ROBERT CLINTON: Thank you, great to be here.
TED SIMONS: What is the status of the casino?
ROBERT CLINTON: The casino is in a complex situation. Litigation going on through two rounds with an appeal presenting pending in the United States court of appeals, 9th circuit, about whether the construction well not so much the construction, the gaming in the casino is lawful. Additionally there has been attempts of legislative amendment of the underlying act of the basis of the claim that they can build the casino. That statute passed out of the Indian affairs committee April 29th. It is awaiting full Senate action. There is a similar bill pending in the House of Representatives that has a number of supporters, including four members of the Arizona delegation. So, it's basically a race to see whether the casino is first constructed and opens, or whether Congress acts, or whether the courts act.
TED SIMONS: Now, the tribe does have legal go-ahead to build, correct?

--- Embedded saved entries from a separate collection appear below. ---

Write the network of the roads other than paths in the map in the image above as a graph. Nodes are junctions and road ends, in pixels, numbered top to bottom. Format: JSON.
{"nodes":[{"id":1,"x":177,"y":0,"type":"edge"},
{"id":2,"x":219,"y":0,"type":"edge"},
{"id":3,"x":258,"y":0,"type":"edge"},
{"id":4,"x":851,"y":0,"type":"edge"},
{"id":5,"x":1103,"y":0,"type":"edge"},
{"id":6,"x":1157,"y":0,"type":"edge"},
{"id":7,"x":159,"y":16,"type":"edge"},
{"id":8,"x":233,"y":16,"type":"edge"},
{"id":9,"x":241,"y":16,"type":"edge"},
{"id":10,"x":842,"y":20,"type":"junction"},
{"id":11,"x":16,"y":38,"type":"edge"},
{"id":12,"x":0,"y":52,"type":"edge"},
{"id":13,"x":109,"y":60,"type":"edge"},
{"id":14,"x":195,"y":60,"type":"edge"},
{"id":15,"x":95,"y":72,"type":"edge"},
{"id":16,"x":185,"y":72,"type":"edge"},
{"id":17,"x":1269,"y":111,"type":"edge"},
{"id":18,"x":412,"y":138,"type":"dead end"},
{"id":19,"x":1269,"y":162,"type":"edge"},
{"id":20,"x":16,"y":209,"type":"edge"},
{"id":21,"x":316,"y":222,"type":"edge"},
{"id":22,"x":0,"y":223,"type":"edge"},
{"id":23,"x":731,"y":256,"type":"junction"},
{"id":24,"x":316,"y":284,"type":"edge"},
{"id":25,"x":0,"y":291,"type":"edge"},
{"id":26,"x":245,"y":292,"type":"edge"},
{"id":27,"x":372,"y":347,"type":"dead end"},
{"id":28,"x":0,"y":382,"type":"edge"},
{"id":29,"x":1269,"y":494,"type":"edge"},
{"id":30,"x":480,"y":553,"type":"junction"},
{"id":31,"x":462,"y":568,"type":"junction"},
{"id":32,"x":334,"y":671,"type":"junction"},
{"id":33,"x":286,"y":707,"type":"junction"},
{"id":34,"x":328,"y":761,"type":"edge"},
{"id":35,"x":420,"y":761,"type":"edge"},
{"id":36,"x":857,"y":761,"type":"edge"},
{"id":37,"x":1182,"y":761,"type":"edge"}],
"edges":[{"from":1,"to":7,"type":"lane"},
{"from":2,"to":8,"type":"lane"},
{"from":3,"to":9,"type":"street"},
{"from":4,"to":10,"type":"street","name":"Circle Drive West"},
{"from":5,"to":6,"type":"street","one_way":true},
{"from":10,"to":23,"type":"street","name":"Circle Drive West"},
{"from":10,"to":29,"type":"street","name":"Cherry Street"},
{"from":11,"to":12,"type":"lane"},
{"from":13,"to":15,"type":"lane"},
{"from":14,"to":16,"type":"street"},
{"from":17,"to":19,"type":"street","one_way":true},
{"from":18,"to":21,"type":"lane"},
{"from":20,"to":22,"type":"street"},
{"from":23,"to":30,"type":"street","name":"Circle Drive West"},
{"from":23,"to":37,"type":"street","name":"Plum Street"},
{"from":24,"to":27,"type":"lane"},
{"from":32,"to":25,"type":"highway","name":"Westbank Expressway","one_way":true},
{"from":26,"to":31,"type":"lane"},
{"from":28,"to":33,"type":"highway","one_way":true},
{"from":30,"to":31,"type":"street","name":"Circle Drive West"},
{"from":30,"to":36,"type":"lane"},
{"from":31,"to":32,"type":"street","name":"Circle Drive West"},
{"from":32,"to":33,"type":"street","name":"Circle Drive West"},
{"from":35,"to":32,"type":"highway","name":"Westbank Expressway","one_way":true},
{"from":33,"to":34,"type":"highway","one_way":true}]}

ROBERT CLINTON: They don't need legal go-ahead to build.
TED SIMONS: Okay because it's their property.
ROBERT CLINTON: It's their property. They own it. Land taken in trust pursuant to the first round of litigation. And that just means they can build whatever they want on it. It doesn't mean they can open it and this doesn't mean they can game on it. Limitation is on operating the gaming facility.
TED SIMONS: Exactly. I want to get to that in a second. I heard the governor and state gaming director say we're not going to let you open the bill. But before we get there, you mention the two bills in the house and Senate. John McCain says that what the tribe is doing, the Tohono tribe, violating the intent of the Indian gaming act. He said he should know, he helped write the act. Valid argument.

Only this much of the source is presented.